### EXERCISE DESCRIPTION
Go through the entries and copy every line that has the string "Jalan" in it.

-- Opening Marker --

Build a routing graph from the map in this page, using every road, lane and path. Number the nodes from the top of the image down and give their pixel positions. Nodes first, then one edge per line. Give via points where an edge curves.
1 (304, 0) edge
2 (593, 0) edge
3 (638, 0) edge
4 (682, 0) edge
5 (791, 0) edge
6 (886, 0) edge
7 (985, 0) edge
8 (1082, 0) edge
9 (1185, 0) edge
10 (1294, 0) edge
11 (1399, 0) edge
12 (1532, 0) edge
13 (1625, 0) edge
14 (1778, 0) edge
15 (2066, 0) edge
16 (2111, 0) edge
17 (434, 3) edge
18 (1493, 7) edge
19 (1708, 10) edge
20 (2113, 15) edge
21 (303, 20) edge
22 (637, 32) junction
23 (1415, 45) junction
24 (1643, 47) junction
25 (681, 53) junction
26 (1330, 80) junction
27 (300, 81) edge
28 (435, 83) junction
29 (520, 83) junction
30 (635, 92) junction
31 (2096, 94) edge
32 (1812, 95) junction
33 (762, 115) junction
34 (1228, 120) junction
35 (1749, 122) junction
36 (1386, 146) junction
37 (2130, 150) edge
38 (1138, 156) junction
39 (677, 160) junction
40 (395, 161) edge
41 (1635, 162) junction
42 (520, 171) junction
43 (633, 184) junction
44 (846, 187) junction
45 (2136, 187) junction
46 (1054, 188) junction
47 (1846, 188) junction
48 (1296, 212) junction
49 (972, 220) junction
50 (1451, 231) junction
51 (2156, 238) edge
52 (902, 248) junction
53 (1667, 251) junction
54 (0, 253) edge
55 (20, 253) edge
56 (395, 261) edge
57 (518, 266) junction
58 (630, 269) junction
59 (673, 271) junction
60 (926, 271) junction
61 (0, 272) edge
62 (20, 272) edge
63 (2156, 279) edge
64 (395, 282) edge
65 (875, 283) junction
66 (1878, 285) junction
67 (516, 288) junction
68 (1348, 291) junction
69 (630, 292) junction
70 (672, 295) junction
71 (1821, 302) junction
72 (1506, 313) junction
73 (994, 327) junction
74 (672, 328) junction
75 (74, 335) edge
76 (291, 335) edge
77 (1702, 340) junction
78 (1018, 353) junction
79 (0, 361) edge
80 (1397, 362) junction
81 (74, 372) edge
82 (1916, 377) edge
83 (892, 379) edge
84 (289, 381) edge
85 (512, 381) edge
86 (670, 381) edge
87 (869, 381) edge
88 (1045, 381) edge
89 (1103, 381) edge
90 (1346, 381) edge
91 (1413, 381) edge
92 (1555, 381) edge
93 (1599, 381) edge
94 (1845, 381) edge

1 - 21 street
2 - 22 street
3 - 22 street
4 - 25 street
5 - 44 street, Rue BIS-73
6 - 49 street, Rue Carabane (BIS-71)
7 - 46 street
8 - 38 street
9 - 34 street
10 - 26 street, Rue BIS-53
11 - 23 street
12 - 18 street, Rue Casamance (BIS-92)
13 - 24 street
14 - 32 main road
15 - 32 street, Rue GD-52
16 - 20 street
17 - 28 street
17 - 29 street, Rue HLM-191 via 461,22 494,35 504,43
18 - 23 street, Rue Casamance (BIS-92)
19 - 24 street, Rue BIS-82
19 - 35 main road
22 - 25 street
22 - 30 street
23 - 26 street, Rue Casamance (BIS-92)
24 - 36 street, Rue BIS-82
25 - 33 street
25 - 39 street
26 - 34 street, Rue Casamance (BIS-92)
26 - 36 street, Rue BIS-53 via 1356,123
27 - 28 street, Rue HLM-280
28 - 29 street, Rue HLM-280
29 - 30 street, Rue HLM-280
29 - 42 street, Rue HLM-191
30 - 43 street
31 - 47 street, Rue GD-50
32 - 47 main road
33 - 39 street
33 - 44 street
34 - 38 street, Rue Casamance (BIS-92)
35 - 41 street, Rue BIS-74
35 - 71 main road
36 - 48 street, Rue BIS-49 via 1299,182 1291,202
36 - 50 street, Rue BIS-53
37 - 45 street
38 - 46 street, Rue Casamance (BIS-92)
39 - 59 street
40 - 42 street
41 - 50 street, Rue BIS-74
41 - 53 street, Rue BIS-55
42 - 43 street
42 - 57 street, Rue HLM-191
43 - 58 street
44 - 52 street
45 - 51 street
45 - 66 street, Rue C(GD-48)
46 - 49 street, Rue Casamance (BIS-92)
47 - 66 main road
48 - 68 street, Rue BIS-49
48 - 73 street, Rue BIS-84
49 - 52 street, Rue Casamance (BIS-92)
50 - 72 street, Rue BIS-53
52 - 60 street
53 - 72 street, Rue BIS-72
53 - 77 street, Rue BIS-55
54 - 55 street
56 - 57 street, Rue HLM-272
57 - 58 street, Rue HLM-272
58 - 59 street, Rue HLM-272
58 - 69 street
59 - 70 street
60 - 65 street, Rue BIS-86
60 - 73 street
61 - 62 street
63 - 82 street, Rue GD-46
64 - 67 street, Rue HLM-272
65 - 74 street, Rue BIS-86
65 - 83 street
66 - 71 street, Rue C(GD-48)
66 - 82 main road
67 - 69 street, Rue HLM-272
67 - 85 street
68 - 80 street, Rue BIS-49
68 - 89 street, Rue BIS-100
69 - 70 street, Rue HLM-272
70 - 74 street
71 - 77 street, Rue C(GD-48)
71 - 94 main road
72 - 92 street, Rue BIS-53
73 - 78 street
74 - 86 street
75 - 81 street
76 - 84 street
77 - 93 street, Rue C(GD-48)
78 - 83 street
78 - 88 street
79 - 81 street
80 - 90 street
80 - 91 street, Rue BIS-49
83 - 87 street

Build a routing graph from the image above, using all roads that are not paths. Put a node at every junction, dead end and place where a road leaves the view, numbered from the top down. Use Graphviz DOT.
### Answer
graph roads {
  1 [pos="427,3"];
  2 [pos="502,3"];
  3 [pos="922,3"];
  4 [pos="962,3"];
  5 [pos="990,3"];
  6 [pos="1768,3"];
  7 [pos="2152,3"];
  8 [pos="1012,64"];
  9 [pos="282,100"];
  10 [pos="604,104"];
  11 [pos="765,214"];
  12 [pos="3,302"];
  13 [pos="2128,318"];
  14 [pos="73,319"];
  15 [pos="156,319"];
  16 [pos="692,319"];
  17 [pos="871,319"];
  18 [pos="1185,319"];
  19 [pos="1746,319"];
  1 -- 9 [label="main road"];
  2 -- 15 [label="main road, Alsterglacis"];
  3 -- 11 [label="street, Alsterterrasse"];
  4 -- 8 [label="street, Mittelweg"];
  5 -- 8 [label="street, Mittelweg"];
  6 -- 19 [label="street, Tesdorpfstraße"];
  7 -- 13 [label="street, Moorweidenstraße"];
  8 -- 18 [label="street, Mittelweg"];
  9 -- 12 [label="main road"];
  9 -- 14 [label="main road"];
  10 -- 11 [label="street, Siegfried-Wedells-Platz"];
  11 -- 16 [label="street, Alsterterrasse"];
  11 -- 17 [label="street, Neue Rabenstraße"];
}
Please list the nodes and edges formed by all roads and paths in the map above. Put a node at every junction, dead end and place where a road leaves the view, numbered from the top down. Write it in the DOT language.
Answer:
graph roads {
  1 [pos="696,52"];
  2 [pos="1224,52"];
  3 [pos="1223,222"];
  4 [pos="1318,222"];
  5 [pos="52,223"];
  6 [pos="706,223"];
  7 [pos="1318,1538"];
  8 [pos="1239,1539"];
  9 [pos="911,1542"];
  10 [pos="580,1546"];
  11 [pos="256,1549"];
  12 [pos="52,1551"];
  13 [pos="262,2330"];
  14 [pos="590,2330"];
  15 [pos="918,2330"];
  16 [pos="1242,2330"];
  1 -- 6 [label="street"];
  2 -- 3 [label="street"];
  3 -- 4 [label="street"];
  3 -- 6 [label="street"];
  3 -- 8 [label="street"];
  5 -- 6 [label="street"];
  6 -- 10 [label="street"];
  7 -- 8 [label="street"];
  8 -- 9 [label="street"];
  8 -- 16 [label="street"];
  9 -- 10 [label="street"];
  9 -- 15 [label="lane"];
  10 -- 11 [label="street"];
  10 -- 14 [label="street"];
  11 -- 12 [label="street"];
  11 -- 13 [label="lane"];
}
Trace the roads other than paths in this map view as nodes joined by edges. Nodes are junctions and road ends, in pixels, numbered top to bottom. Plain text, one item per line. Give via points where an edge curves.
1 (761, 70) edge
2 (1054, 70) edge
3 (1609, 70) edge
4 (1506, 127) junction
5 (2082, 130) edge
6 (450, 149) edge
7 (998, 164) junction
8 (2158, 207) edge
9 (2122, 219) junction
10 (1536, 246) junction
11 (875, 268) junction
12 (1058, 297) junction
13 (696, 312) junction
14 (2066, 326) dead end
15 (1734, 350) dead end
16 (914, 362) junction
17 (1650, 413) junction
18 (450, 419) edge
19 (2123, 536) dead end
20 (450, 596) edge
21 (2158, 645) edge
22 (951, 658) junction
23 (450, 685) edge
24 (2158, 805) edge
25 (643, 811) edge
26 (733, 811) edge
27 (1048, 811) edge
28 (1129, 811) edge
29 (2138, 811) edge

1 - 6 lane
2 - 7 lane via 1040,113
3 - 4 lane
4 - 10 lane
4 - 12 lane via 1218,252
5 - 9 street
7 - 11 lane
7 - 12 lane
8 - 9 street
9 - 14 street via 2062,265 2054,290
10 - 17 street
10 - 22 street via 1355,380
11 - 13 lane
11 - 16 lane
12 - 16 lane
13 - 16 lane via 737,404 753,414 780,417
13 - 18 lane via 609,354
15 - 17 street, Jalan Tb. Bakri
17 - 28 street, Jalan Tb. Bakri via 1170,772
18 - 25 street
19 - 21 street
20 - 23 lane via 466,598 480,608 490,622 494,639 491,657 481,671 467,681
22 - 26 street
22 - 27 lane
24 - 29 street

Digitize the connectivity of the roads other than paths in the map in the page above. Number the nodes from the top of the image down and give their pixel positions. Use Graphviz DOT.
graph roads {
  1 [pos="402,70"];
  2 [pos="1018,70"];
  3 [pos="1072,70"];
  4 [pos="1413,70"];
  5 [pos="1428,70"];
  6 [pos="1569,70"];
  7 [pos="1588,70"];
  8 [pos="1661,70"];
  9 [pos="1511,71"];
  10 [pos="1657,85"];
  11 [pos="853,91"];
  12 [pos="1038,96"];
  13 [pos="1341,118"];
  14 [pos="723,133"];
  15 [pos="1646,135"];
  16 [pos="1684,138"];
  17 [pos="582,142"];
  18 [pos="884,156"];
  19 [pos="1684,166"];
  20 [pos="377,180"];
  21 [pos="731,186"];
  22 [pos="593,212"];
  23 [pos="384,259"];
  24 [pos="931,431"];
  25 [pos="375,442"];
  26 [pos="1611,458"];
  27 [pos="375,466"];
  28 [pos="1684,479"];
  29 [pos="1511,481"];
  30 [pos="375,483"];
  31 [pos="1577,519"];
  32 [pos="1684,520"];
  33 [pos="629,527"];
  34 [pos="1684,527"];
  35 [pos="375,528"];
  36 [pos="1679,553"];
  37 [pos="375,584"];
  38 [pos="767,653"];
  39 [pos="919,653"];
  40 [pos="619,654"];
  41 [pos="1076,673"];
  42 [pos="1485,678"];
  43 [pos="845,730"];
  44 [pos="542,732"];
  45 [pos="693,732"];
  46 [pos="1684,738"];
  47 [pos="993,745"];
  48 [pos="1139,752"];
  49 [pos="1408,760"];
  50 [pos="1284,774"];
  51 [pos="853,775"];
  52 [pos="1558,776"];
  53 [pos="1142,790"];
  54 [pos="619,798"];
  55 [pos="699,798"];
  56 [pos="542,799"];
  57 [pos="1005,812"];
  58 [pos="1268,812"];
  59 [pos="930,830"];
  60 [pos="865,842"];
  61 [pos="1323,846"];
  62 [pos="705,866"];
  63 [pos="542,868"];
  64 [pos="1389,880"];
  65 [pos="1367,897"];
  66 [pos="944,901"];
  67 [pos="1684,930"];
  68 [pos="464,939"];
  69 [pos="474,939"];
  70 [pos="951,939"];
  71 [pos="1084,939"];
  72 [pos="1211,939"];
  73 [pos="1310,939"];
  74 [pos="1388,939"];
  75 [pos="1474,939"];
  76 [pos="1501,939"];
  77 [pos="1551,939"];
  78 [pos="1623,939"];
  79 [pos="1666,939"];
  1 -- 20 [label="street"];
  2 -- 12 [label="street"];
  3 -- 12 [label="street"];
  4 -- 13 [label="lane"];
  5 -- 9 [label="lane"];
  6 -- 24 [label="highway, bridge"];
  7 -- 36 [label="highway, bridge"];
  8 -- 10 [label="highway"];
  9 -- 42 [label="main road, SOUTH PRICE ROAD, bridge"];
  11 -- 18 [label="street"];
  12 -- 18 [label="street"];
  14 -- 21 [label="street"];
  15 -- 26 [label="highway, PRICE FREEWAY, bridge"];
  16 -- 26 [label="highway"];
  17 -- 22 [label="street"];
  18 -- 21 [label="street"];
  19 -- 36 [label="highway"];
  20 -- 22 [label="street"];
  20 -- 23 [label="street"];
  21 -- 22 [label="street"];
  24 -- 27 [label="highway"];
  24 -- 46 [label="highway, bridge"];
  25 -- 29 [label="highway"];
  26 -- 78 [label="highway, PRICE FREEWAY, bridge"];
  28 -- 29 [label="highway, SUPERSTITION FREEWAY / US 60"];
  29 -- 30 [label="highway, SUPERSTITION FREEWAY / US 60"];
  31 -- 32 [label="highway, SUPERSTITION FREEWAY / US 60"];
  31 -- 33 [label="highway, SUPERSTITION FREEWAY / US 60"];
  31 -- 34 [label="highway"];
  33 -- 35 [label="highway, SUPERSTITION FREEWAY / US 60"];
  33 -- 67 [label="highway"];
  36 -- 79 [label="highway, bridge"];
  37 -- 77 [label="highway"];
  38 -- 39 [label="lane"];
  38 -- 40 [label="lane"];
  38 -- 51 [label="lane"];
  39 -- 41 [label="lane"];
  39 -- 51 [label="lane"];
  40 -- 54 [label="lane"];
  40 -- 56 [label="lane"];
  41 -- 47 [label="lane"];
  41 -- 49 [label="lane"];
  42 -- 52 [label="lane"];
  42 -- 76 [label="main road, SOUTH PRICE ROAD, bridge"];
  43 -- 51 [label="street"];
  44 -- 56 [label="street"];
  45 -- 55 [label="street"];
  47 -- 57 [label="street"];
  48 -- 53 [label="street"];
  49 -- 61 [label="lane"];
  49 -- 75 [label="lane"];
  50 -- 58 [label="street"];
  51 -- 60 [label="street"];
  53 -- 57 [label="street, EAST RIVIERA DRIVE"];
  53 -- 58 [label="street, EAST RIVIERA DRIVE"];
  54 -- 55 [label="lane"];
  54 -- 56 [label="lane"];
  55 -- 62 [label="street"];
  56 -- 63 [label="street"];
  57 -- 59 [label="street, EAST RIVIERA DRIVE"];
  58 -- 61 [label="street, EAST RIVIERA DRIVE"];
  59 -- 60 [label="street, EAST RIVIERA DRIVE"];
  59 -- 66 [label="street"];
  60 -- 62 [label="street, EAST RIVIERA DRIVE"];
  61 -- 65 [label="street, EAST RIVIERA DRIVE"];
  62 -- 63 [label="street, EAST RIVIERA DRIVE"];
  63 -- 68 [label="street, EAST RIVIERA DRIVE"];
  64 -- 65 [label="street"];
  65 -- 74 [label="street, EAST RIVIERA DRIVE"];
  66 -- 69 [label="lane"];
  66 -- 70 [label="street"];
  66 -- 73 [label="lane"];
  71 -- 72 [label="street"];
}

-- Closing Marker --

### REPLY
15 - 17 street, Jalan Tb. Bakri
17 - 28 street, Jalan Tb. Bakri via 1170,772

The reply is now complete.